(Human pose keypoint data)
········
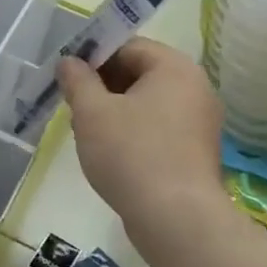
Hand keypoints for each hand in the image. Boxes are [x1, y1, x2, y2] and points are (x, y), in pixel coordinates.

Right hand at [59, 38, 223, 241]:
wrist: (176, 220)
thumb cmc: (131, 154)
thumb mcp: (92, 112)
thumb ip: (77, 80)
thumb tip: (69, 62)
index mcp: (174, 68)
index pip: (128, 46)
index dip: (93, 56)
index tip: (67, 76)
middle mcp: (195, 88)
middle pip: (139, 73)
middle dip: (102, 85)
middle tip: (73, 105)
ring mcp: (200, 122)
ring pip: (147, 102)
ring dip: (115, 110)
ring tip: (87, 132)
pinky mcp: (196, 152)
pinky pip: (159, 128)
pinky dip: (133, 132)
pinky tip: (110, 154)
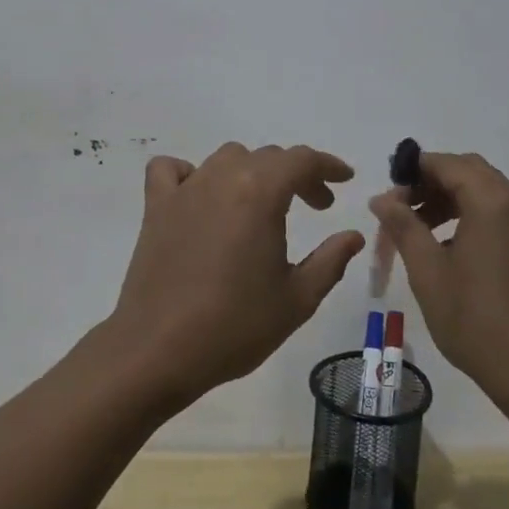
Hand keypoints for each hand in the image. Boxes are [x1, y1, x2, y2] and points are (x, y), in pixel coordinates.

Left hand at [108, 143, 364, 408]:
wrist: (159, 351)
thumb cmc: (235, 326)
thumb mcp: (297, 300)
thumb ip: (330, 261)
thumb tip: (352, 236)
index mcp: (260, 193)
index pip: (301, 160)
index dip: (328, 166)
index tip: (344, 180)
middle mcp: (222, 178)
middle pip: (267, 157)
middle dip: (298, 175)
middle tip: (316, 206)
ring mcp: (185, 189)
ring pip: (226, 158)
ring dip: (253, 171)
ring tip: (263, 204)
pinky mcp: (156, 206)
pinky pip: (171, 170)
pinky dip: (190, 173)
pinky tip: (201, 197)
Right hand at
········
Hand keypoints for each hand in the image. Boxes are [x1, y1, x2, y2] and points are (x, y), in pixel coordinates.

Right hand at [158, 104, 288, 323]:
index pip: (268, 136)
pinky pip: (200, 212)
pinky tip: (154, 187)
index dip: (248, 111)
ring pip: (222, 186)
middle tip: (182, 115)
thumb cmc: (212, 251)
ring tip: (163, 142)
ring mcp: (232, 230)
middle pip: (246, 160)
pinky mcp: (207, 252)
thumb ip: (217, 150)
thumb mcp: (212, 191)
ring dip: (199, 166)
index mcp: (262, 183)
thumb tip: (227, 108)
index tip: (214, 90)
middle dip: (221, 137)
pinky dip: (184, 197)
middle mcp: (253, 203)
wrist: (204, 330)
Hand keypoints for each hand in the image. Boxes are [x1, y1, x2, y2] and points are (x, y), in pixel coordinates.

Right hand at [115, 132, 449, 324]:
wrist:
········
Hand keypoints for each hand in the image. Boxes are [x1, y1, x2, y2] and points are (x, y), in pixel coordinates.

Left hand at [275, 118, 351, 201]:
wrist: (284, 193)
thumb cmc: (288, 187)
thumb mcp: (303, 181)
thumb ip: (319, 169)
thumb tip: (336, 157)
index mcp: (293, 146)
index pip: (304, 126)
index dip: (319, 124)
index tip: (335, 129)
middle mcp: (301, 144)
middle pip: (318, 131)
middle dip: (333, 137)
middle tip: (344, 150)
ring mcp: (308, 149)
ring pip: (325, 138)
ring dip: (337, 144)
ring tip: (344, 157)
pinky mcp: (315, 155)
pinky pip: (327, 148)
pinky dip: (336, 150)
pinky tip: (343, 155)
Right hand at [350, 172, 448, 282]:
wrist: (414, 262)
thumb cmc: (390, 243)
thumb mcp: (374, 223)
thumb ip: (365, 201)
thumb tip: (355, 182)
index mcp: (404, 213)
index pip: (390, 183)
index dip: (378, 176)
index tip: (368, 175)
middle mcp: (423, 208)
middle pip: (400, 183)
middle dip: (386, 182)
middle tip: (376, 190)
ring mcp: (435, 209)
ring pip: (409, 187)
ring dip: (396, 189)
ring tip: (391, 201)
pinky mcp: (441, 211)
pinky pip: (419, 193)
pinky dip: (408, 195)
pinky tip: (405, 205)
········
(WHAT IS BEING ASKED)
All lines in the data above from the one with "middle pip: (318, 131)" through the one with "middle tip: (376, 190)" must be repeated exactly, and no others.

(SOLUTION BELOW)
middle pip: (318, 131)
middle dip: (333, 137)
middle tip: (344, 150)
ring mcp: (308, 149)
ring pip: (325, 138)
ring dip: (337, 144)
ring tip: (344, 157)
pinky mcp: (315, 155)
pinky pip: (327, 148)
pinky dip: (336, 150)
pinky tip: (343, 155)
Right hand at [350, 172, 448, 282]:
wrist: (414, 262)
thumb cmc: (390, 243)
thumb mcp: (374, 223)
thumb ip: (365, 201)
thumb tip: (355, 182)
index mcp: (404, 213)
index pip: (390, 183)
index dip: (378, 176)
index tip: (368, 175)
middle mcp: (423, 208)
middle pip: (400, 183)
middle dip: (386, 182)
middle tip: (376, 190)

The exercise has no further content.